According to Reuters, on March 14, al-Saleh announced that the government seeks privatisation as well, which will see the sale of numerous state-owned assets, including schools, hospitals, ports, airports and segments of Kuwait Petroleum Corp. Al-Saleh’s plans also involve joining various governmental ministries and agencies, in addition to adjusting the prices of public services and goods.
These steps, though vital in the development of the Kuwaiti economy, require the authorisation of the parliament; given the highly sensitive reforms proposed, numerous obstacles can be expected as previous attempts have been resisted.
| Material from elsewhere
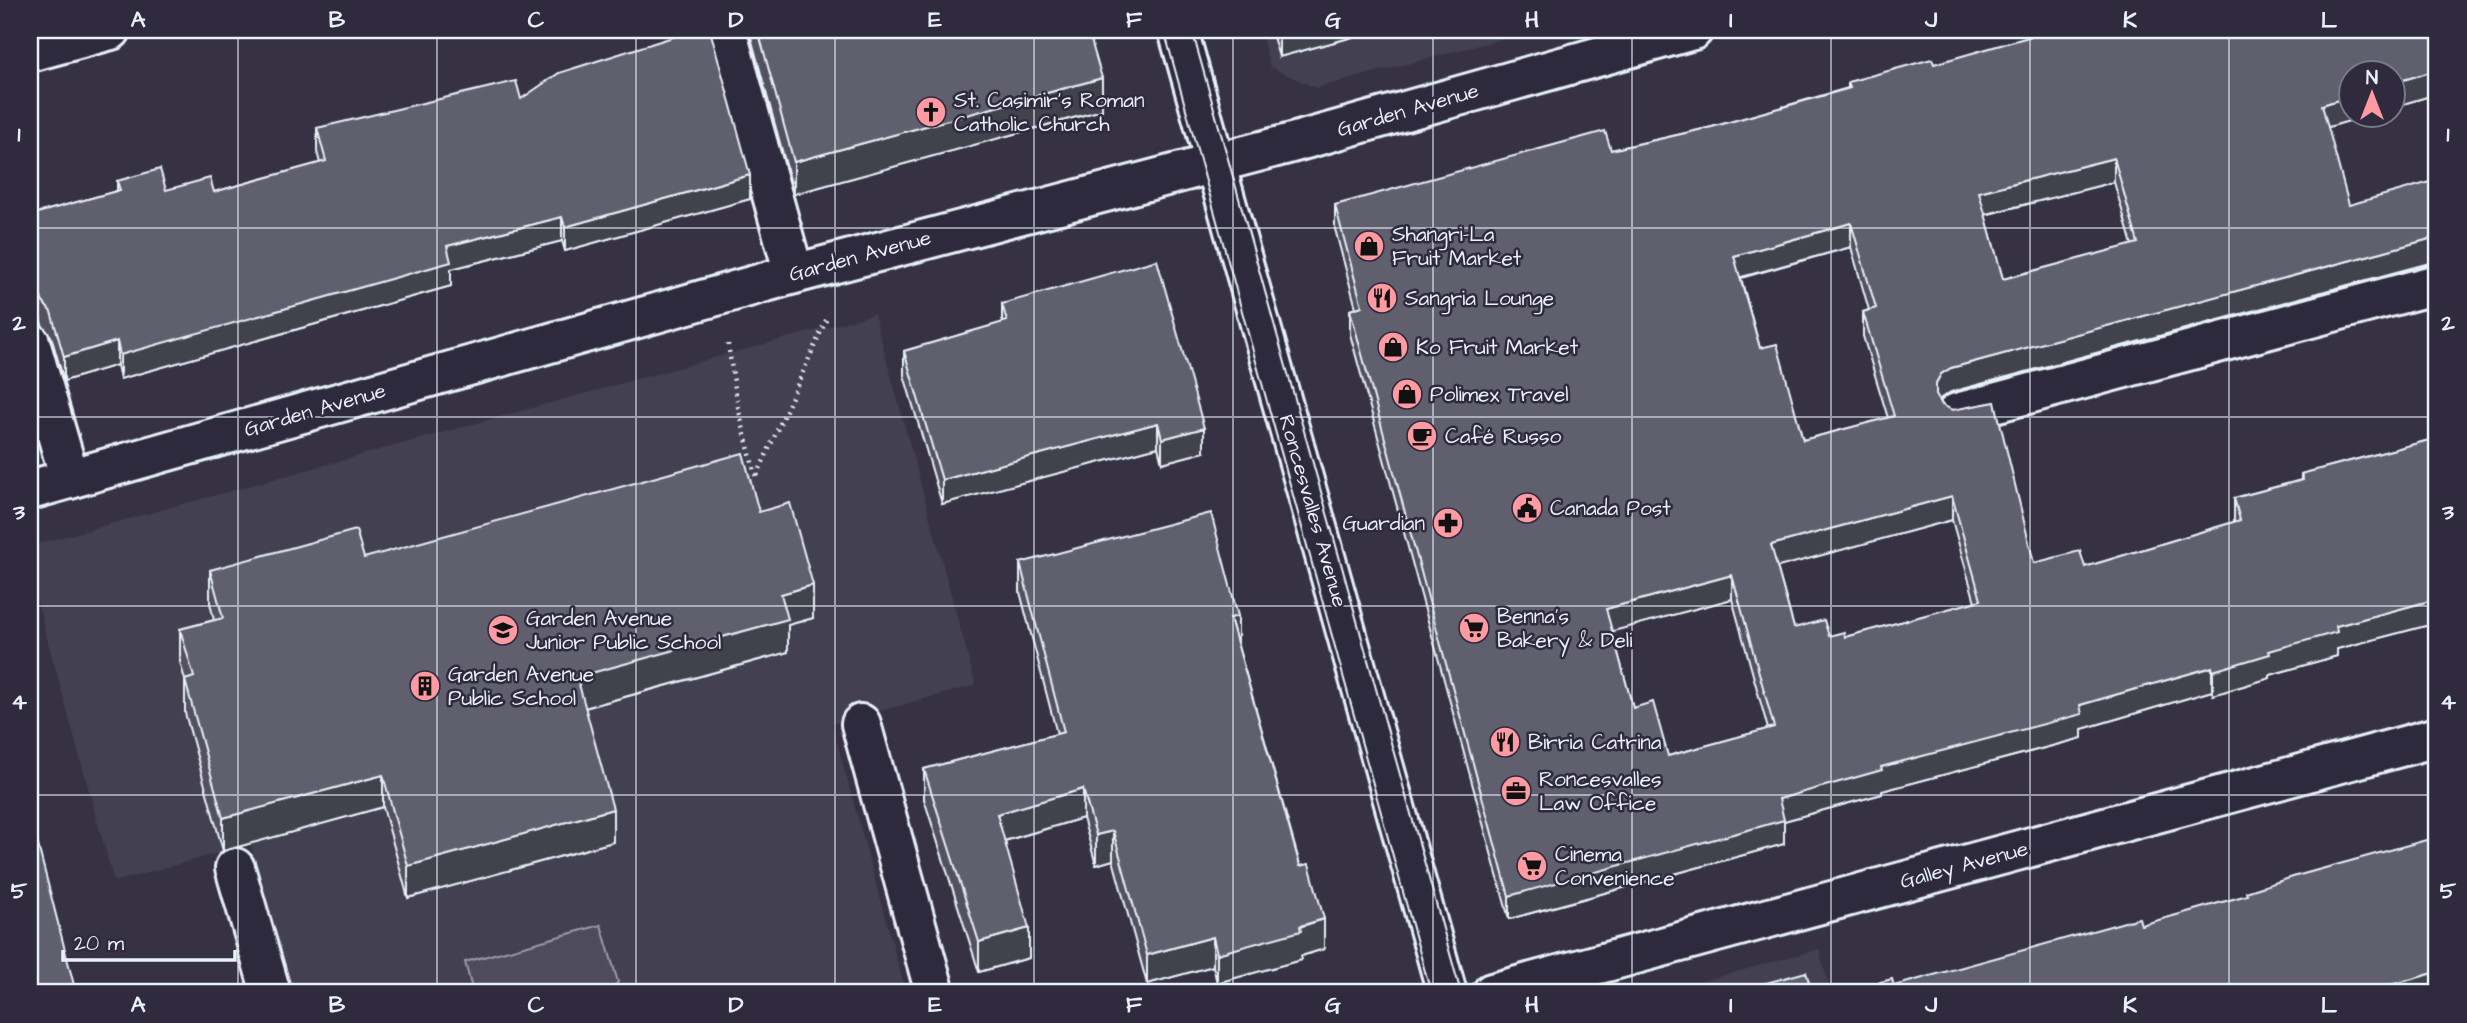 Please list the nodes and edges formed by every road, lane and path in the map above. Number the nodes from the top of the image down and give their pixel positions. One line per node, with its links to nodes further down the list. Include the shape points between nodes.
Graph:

For example, as recently as last year, similar plans were blocked and “postponed” by several members of parliament. Receiving public support for such drastic changes that will impact all citizens is another major challenge to overcome.
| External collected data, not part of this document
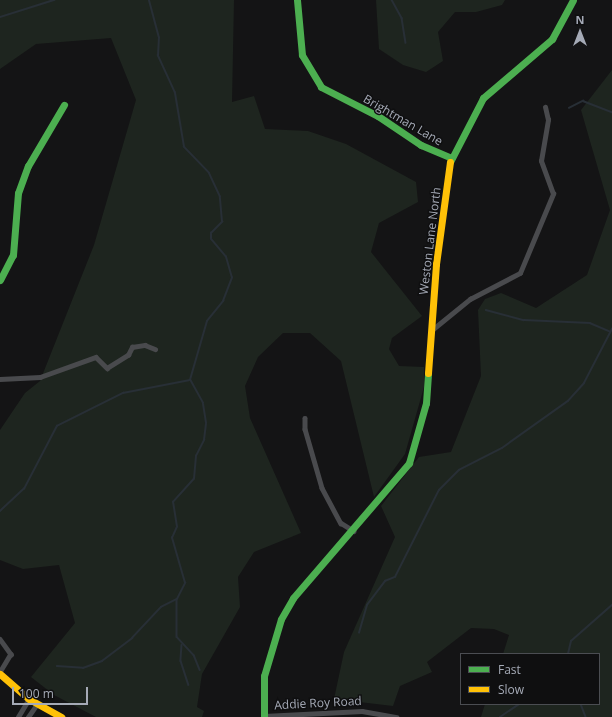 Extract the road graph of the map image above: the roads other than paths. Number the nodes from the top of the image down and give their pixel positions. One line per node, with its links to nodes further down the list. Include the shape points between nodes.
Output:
1 (297, 0): 5 (street, Brightman Lane, via 302,55 321,87 378,116 421,145)
2 (573, 0): 5 (street, Weston Lane North, via 566,20 552,39 484,98)
3 (64, 105): 6 (street, via 28,166 18,193 13,255)
4 (545, 107): 7 (street, via 548,120 541,161 553,194 520,273 470,299)
5 (451, 158): 7 (street, Weston Lane North, via 436,264)
6 (0, 280)
7 (433, 329): 11 (street, Weston Lane North, via 426,403 409,463)
8 (155, 349): 9 (street, via 145,345 132,347 128,355 106,368 96,357 40,377)
9 (0, 379)
10 (305, 418): 11 (street, via 305,429 322,488 341,523)
11 (354, 531): 16 (street, Weston Lane North, via 293,598 281,619 264,676)
12 (0, 639): 13 (street, via 11,654)
13 (0, 673): 14 (street)
14 (29, 699): 15 (street); 17 (street)
15 (37, 704): 18 (street); 19 (street)
16 (264, 716): 20 (street, Addie Roy Road, via 362,710)
17 (18, 717)
18 (28, 717)
19 (61, 717)
20 (396, 717) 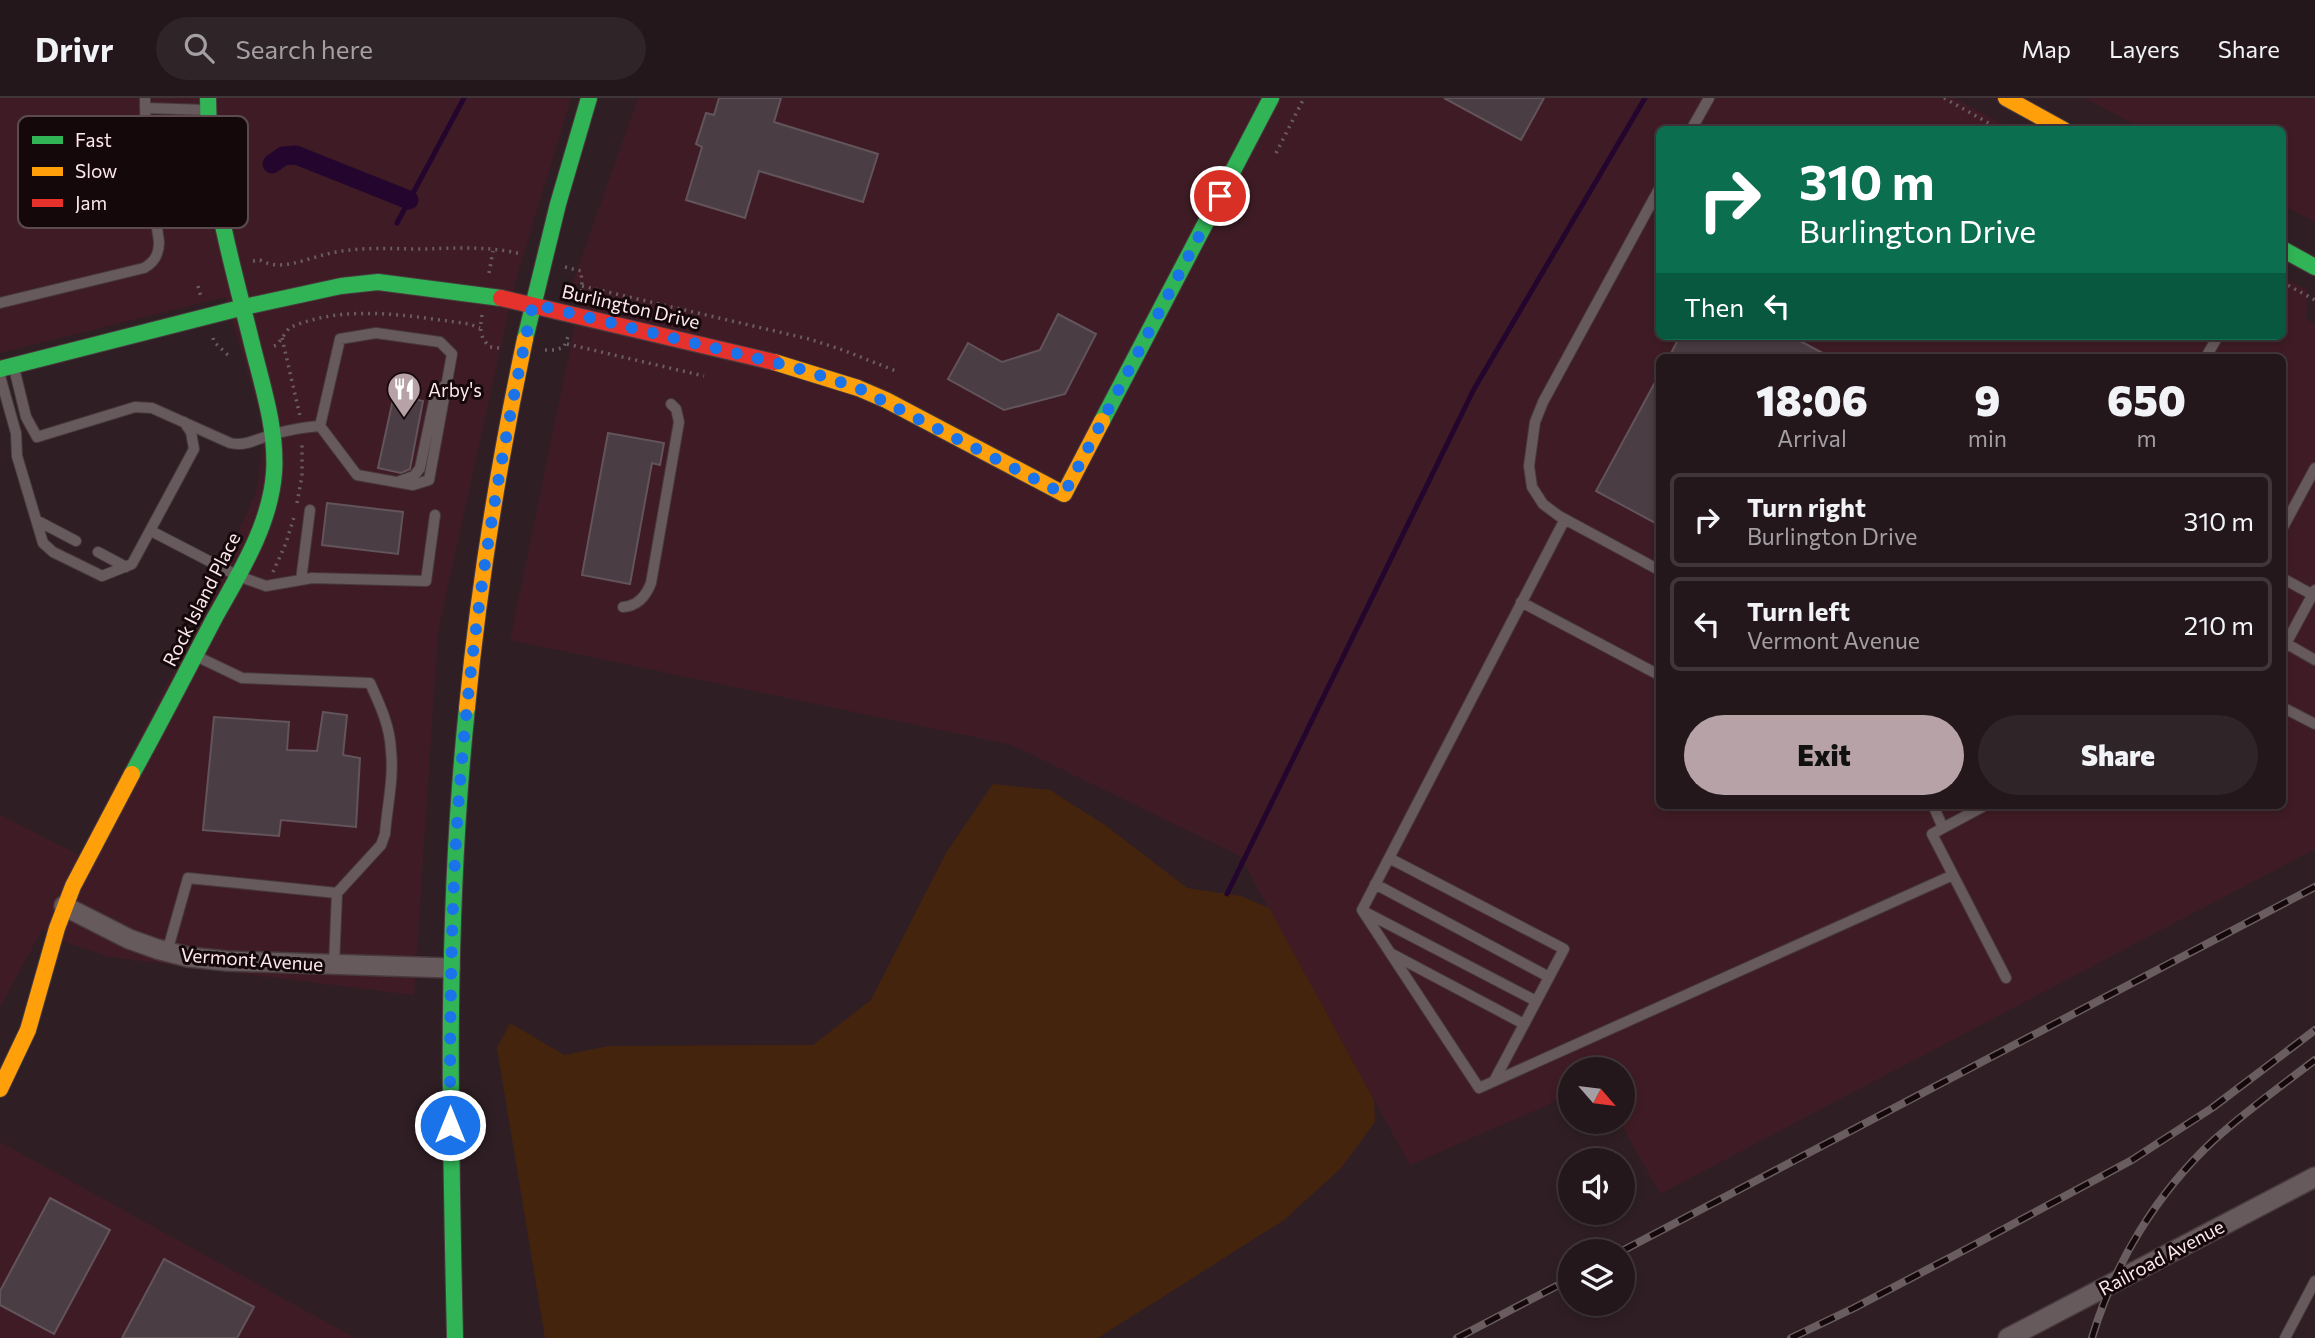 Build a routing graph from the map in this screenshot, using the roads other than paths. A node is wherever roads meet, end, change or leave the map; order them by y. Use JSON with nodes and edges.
{"nodes":[{"id":1,"x":589,"y":98,"type":"edge"},
{"id":2,"x":1270,"y":98,"type":"edge"},
{"id":3,"x":1709,"y":98,"type":"edge"},
{"id":4,"x":2006,"y":98,"type":"edge"},
{"id":5,"x":145,"y":103,"type":"edge"},
{"id":6,"x":208,"y":104,"type":"edge"},
{"id":7,"x":1693,"y":126,"type":"edge"},
{"id":8,"x":2057,"y":126,"type":"edge"},
{"id":9,"x":1656,"y":195,"type":"edge"},
{"id":10,"x":157,"y":228,"type":"edge"},
{"id":11,"x":223,"y":228,"type":"edge"},
{"id":12,"x":2286,"y":251,"type":"edge"},
{"id":13,"x":2315,"y":267,"type":"edge"},
{"id":14,"x":0,"y":303,"type":"edge"},
{"id":15,"x":533,"y":304,"type":"junction"},
{"id":16,"x":244,"y":307,"type":"junction"},
{"id":17,"x":7,"y":367,"type":"edge"},
{"id":18,"x":0,"y":376,"type":"edge"},
{"id":19,"x":671,"y":404,"type":"dead end"},
{"id":20,"x":184,"y":422,"type":"junction"},
{"id":21,"x":320,"y":426,"type":"junction"},
{"id":22,"x":273,"y":434,"type":"junction"},
{"id":23,"x":2315,"y":468,"type":"edge"},
{"id":24,"x":310,"y":510,"type":"dead end"},
{"id":25,"x":435,"y":515,"type":"dead end"},
{"id":26,"x":1565,"y":519,"type":"junction"},
{"id":27,"x":36,"y":520,"type":"junction"},
{"id":28,"x":2286,"y":522,"type":"edge"},
{"id":29,"x":151,"y":531,"type":"junction"},
{"id":30,"x":76,"y":541,"type":"dead end"},
{"id":31,"x":98,"y":552,"type":"dead end"},
{"id":32,"x":126,"y":567,"type":"junction"},
{"id":33,"x":1656,"y":568,"type":"edge"},
{"id":34,"x":238,"y":576,"type":"junction"},
{"id":35,"x":301,"y":580,"type":"junction"},
{"id":36,"x":2286,"y":580,"type":"edge"},
{"id":37,"x":2314,"y":594,"type":"edge"},
{"id":38,"x":1521,"y":603,"type":"junction"},
{"id":39,"x":623,"y":607,"type":"dead end"},
{"id":40,"x":2286,"y":640,"type":"edge"},
{"id":41,"x":2286,"y":646,"type":"edge"},
{"id":42,"x":196,"y":656,"type":"junction"},
{"id":43,"x":2315,"y":660,"type":"edge"},
{"id":44,"x":1656,"y":673,"type":"edge"},
{"id":45,"x":2286,"y":709,"type":"edge"},
{"id":46,"x":2315,"y":724,"type":"edge"},
{"id":47,"x":1935,"y":809,"type":"edge"},
{"id":48,"x":1979,"y":809,"type":"edge"},
{"id":49,"x":1944,"y":828,"type":"junction"},
{"id":50,"x":1389,"y":858,"type":"junction"},
{"id":51,"x":1953,"y":875,"type":"junction"},
{"id":52,"x":1375,"y":884,"type":"junction"},
{"id":53,"x":337,"y":893,"type":"junction"},
{"id":54,"x":64,"y":906,"type":"junction"},
{"id":55,"x":1362,"y":910,"type":"junction"},
{"id":56,"x":167,"y":952,"type":"junction"},
{"id":57,"x":1390,"y":953,"type":"junction"},
{"id":58,"x":334,"y":965,"type":"junction"},
{"id":59,"x":450,"y":968,"type":"junction"},
{"id":60,"x":1549,"y":977,"type":"junction"},
{"id":61,"x":2006,"y":978,"type":"dead end"},
{"id":62,"x":1536,"y":1001,"type":"junction"},
{"id":63,"x":1524,"y":1024,"type":"junction"},
{"id":64,"x":1494,"y":1081,"type":"junction"},
{"id":65,"x":0,"y":1089,"type":"edge"},
{"id":66,"x":2315,"y":1177,"type":"edge"},
{"id":67,"x":2315,"y":1281,"type":"edge"},
{"id":68,"x":455,"y":1338,"type":"edge"},
{"id":69,"x":2008,"y":1338,"type":"edge"},
{"id":70,"x":2285,"y":1338,"type":"edge"}],
"edges":[{"from":1,"to":15,"type":"street"},
{"from":2,"to":15,"type":"street","name":"Burlington Drive"},
{"from":3,"to":7,"type":"lane"},
{"from":4,"to":8,"type":"street"},
{"from":5,"to":6,"type":"lane"},
{"from":9,"to":26,"type":"lane"},
{"from":10,"to":14,"type":"lane"},
{"from":11,"to":16,"type":"street","name":"Rock Island Place"},
{"from":12,"to":13,"type":"street"},
{"from":15,"to":16,"type":"street","name":"Burlington Drive"},
{"from":15,"to":59,"type":"street"},
{"from":16,"to":17,"type":"street","name":"Burlington Drive"},
{"from":16,"to":22,"type":"street","name":"Rock Island Place"},
{"from":17,"to":20,"type":"lane"},
{"from":18,"to":27,"type":"lane"},
{"from":19,"to":39,"type":"lane"},
{"from":20,"to":22,"type":"lane"},
{"from":20,"to":29,"type":"lane"},
{"from":21,"to":21,"type":"lane"},
{"from":21,"to":22,"type":"lane"},
{"from":22,"to":34,"type":"street","name":"Rock Island Place"},
{"from":23,"to":28,"type":"lane"},
{"from":24,"to":35,"type":"lane"},
{"from":25,"to":35,"type":"lane"},
{"from":26,"to":33,"type":"lane"},
{"from":26,"to":38,"type":"lane"},
{"from":27,"to":30,"type":"lane"},
{"from":27,"to":32,"type":"lane"},
{"from":29,"to":32,"type":"lane"},
{"from":29,"to":34,"type":"lane"},
{"from":31,"to":32,"type":"lane"},
{"from":34,"to":35,"type":"lane"},
{"from":34,"to":42,"type":"street","name":"Rock Island Place"},
{"from":36,"to":37,"type":"lane"},
{"from":37,"to":40,"type":"lane"},
{"from":38,"to":44,"type":"lane"},
{"from":38,"to":50,"type":"lane"},
{"from":41,"to":43,"type":"lane"},
{"from":42,"to":53,"type":"lane"},
{"from":42,"to":54,"type":"street","name":"Rock Island Place"},
{"from":45,"to":46,"type":"lane"},
{"from":47,"to":49,"type":"lane"},
{"from":48,"to":49,"type":"lane"},
{"from":49,"to":51,"type":"lane"},
{"from":50,"to":52,"type":"lane"},
{"from":50,"to":60,"type":"lane"},
{"from":51,"to":61,"type":"lane"},
{"from":51,"to":64,"type":"lane"},
{"from":52,"to":55,"type":"lane"},
{"from":52,"to":60,"type":"lane"},
{"from":53,"to":56,"type":"lane"},
{"from":53,"to":58,"type":"lane"},
{"from":54,"to":56,"type":"street","name":"Vermont Avenue"},
{"from":54,"to":65,"type":"street","name":"Rock Island Place"},
{"from":55,"to":57,"type":"lane"},
{"from":55,"to":62,"type":"lane"},
{"from":56,"to":58,"type":"street","name":"Vermont Avenue"},
{"from":57,"to":63,"type":"lane"},
{"from":57,"to":64,"type":"lane"},
{"from":58,"to":59,"type":"street","name":"Vermont Avenue"},
{"from":59,"to":68,"type":"street"},
{"from":60,"to":62,"type":"lane"},
{"from":62,"to":63,"type":"lane"},
{"from":63,"to":64,"type":"lane"},
{"from":66,"to":69,"type":"street","name":"Railroad Avenue"},
{"from":67,"to":70,"type":"lane"}]}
Kuwait is one of the most generous welfare states in the world. Being among the top 10 crude oil producers, the Gulf country has long provided a wide range of benefits for its citizens, including free healthcare and education, free utilities and job security for a lifetime. Such subsidies in fact spared Kuwait the fallout of the 2011 Arab Spring, unlike others in the region.
In spite of protecting the state and its people from social turmoil, amid collapsing global oil prices, heavy subsidies are inflicting a great deal of damage to the Kuwaiti economy. In January, it was revealed that due to low oil prices, the budget deficit for the last fiscal year rose to $40.7bn, an increase of almost 50 percent from the previous year.
Being that oil contributes a whopping 90 percent of governmental revenue, the need for economic diversification is urgent – as is the case with neighbouring countries as well. Yet, unlike Saudi Arabia and the UAE,which are currently undertaking such reforms, Kuwait continues to lag behind.
When a society is used to benefits, stripping them away is no easy task. However, given the current global landscape, change is crucial, and without it, both the population and the state have far more to lose than that which has been justifiably proposed by al-Saleh.